### [Records for the task]
········

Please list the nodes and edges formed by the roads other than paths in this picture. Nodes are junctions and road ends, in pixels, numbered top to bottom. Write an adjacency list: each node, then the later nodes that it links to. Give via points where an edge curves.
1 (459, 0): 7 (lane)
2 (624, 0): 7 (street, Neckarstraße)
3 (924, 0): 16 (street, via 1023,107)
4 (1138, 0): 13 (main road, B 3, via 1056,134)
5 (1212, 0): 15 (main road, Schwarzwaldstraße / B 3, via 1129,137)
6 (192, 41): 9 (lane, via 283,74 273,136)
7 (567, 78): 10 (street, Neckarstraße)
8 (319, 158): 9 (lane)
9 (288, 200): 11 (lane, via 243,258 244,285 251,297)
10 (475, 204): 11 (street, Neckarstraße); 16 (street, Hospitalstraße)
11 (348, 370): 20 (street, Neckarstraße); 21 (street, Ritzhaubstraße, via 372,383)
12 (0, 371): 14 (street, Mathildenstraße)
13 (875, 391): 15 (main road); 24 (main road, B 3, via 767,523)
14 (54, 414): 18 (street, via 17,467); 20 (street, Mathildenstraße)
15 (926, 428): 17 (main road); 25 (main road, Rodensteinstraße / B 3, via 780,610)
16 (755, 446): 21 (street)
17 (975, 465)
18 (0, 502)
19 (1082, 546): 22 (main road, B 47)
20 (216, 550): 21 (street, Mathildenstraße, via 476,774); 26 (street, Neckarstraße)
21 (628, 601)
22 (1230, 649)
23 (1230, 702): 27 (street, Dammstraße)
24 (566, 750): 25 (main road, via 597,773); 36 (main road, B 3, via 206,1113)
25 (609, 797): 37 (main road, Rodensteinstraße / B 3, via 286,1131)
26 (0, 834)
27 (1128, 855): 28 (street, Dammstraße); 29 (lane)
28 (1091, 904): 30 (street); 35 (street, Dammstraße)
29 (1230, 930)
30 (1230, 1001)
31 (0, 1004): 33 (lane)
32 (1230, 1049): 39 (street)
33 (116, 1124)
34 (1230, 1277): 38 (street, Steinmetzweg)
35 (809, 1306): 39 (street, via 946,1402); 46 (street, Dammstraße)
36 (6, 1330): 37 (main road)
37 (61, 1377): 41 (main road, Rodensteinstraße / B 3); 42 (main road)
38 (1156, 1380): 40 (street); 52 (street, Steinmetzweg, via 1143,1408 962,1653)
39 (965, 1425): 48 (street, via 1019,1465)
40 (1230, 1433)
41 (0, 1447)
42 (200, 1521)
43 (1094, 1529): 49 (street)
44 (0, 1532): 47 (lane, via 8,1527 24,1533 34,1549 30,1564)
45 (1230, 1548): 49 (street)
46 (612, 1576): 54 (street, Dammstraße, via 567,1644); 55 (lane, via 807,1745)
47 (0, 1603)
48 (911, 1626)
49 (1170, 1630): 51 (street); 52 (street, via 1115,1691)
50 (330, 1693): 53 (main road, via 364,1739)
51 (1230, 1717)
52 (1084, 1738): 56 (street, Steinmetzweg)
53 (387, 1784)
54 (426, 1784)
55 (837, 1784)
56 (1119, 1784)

········

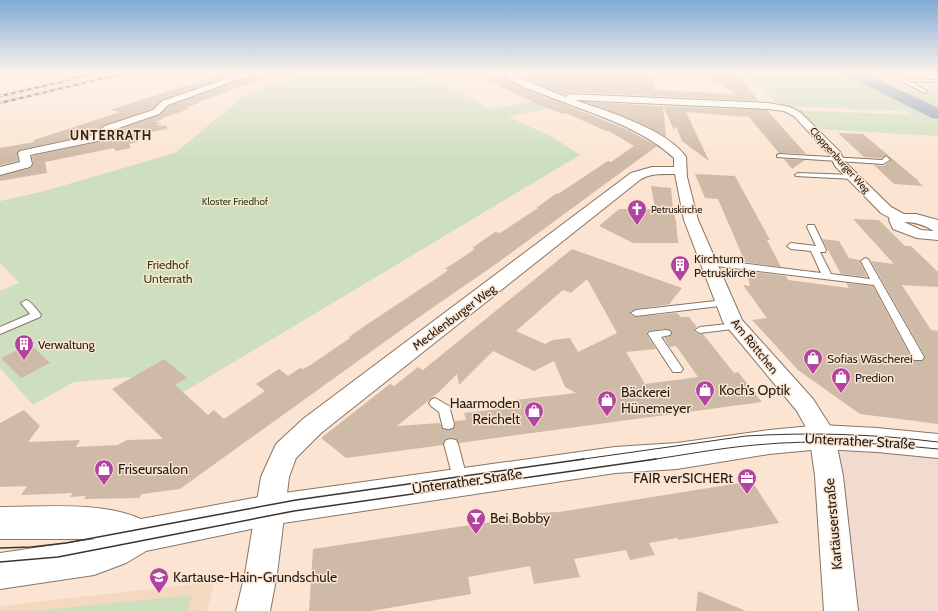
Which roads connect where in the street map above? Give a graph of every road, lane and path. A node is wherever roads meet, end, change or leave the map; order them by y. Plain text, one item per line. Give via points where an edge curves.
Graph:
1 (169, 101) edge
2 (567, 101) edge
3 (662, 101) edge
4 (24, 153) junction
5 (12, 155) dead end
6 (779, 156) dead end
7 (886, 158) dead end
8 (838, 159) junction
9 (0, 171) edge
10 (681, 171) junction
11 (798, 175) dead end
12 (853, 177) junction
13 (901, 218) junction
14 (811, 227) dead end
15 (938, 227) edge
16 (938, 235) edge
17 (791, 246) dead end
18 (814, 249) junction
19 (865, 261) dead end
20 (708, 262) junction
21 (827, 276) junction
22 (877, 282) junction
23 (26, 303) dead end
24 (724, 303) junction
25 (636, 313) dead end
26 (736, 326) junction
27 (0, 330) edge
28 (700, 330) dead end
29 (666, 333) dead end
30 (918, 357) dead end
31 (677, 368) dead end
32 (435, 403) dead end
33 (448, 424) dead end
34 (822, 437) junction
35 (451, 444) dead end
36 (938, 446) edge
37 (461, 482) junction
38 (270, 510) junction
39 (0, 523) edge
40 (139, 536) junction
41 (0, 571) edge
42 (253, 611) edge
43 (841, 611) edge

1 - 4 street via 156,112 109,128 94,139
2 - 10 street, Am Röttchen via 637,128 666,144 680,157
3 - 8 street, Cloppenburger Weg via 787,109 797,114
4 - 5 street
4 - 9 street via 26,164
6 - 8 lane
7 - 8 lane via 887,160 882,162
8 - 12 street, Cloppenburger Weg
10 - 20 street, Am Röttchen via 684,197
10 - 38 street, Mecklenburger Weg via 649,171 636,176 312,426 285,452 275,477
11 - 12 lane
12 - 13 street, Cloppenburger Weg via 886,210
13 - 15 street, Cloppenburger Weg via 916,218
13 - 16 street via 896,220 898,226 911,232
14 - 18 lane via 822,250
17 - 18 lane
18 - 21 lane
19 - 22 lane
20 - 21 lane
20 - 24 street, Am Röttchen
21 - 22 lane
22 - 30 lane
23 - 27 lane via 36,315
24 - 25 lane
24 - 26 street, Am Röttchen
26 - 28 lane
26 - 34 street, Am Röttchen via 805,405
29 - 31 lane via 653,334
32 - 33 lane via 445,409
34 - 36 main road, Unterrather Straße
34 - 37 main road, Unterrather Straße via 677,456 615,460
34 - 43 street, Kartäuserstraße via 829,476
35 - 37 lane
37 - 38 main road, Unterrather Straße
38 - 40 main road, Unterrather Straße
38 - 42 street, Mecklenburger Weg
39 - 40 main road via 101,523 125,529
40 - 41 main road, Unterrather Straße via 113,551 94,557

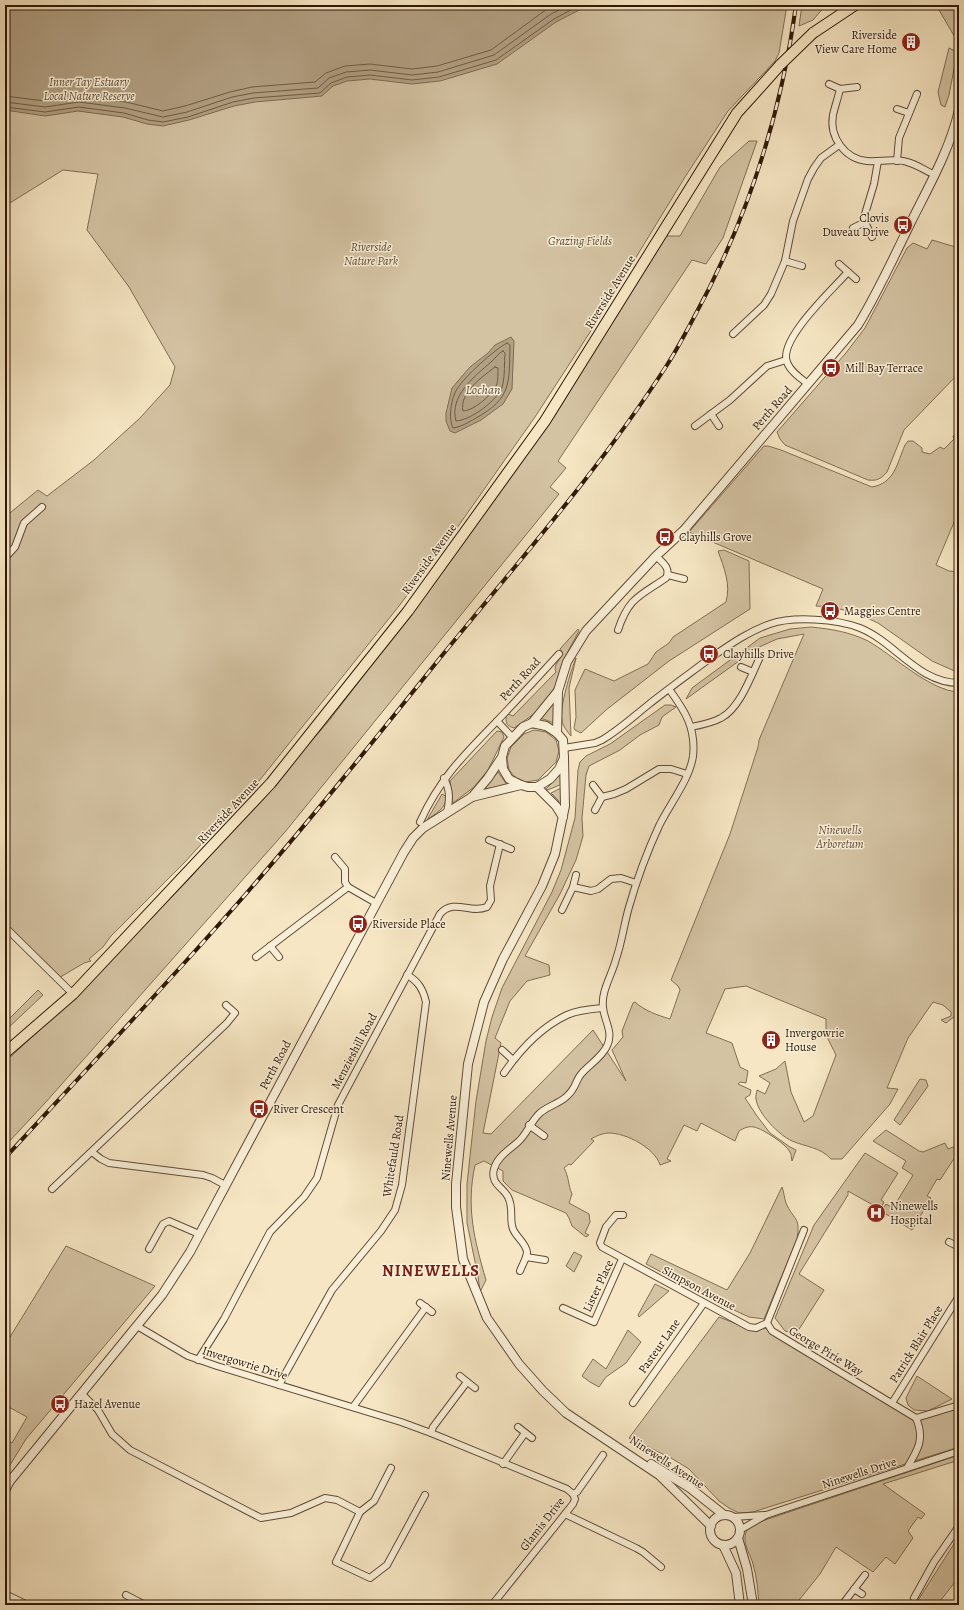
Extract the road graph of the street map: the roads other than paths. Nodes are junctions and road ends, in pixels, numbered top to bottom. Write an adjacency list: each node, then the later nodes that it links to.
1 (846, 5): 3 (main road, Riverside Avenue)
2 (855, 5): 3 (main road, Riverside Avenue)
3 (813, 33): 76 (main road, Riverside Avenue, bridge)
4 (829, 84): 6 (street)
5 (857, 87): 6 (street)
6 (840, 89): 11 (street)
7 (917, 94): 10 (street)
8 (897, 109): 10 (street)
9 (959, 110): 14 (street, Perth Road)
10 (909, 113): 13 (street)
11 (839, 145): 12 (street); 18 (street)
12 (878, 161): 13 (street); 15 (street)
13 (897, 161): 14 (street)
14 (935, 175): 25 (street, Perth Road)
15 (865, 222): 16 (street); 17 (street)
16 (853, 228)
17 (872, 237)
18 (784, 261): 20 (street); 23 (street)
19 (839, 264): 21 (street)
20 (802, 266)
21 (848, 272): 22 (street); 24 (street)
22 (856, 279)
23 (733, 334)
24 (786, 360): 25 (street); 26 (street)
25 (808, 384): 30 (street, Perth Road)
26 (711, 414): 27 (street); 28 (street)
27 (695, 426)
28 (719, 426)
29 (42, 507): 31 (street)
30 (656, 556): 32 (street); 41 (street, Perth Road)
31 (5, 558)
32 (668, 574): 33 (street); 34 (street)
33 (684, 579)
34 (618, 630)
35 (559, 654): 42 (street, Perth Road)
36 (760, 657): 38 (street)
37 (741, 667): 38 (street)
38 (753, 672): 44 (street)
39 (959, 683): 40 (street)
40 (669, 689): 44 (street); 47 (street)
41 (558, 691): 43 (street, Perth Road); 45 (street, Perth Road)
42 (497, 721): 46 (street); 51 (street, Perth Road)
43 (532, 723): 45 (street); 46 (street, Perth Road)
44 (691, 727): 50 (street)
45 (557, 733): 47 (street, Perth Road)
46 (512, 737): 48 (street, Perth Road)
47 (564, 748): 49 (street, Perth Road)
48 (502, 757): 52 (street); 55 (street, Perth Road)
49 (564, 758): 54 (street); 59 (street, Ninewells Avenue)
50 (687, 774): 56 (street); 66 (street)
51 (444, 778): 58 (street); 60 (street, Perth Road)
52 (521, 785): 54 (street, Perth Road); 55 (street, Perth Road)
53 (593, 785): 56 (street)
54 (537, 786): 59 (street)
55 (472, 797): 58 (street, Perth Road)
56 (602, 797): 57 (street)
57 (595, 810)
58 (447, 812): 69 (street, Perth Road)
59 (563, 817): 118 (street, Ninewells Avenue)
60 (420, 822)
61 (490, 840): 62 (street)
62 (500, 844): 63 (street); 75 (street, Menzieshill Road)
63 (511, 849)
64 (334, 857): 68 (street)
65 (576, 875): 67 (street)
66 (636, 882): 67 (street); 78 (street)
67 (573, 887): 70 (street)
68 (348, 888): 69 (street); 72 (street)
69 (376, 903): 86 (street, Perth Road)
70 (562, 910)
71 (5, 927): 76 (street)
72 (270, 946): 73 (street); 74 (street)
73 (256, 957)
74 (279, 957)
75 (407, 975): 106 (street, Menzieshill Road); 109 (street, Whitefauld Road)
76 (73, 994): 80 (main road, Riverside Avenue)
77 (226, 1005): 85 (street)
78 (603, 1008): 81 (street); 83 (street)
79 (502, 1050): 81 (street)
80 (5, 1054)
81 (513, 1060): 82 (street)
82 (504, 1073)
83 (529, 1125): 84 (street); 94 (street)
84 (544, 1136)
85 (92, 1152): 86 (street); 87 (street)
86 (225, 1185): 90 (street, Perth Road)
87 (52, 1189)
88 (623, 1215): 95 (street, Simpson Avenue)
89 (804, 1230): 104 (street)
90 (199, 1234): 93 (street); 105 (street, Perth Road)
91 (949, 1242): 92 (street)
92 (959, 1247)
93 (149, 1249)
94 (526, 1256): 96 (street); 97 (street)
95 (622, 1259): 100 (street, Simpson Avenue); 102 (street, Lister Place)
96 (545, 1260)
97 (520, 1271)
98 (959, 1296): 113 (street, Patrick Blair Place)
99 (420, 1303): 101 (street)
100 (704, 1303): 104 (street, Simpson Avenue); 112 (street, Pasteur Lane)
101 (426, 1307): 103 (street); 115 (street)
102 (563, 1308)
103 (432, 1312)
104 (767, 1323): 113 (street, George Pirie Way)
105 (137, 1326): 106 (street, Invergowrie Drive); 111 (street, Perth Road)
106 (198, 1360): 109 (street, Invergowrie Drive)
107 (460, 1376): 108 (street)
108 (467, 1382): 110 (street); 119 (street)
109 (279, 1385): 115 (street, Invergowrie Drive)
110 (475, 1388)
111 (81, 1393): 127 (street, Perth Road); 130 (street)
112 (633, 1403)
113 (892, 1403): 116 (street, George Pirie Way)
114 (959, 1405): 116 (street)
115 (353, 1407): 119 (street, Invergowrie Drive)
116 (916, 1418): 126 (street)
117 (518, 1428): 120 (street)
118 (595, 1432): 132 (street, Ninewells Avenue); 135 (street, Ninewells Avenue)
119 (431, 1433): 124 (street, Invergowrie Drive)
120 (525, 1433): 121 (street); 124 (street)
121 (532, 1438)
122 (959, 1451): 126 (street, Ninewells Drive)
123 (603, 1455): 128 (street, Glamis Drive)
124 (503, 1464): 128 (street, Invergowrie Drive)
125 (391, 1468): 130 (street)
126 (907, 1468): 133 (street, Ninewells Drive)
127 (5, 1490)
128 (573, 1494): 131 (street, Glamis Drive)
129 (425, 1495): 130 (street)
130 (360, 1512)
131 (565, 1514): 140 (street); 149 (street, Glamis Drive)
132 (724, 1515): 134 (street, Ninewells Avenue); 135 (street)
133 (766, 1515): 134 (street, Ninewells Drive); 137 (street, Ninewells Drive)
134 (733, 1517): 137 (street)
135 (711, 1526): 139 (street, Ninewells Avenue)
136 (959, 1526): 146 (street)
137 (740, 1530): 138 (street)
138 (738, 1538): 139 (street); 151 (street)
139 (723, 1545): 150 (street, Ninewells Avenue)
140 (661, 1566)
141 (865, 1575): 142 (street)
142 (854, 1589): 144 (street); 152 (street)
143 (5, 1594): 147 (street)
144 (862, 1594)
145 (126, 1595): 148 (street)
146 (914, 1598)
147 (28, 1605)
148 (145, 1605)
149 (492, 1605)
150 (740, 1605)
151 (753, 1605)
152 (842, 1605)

········

### [Task brief]
Give the number of lines in the entries above that contain the word "Invergowrie", with no accompanying text.

### [Response]
6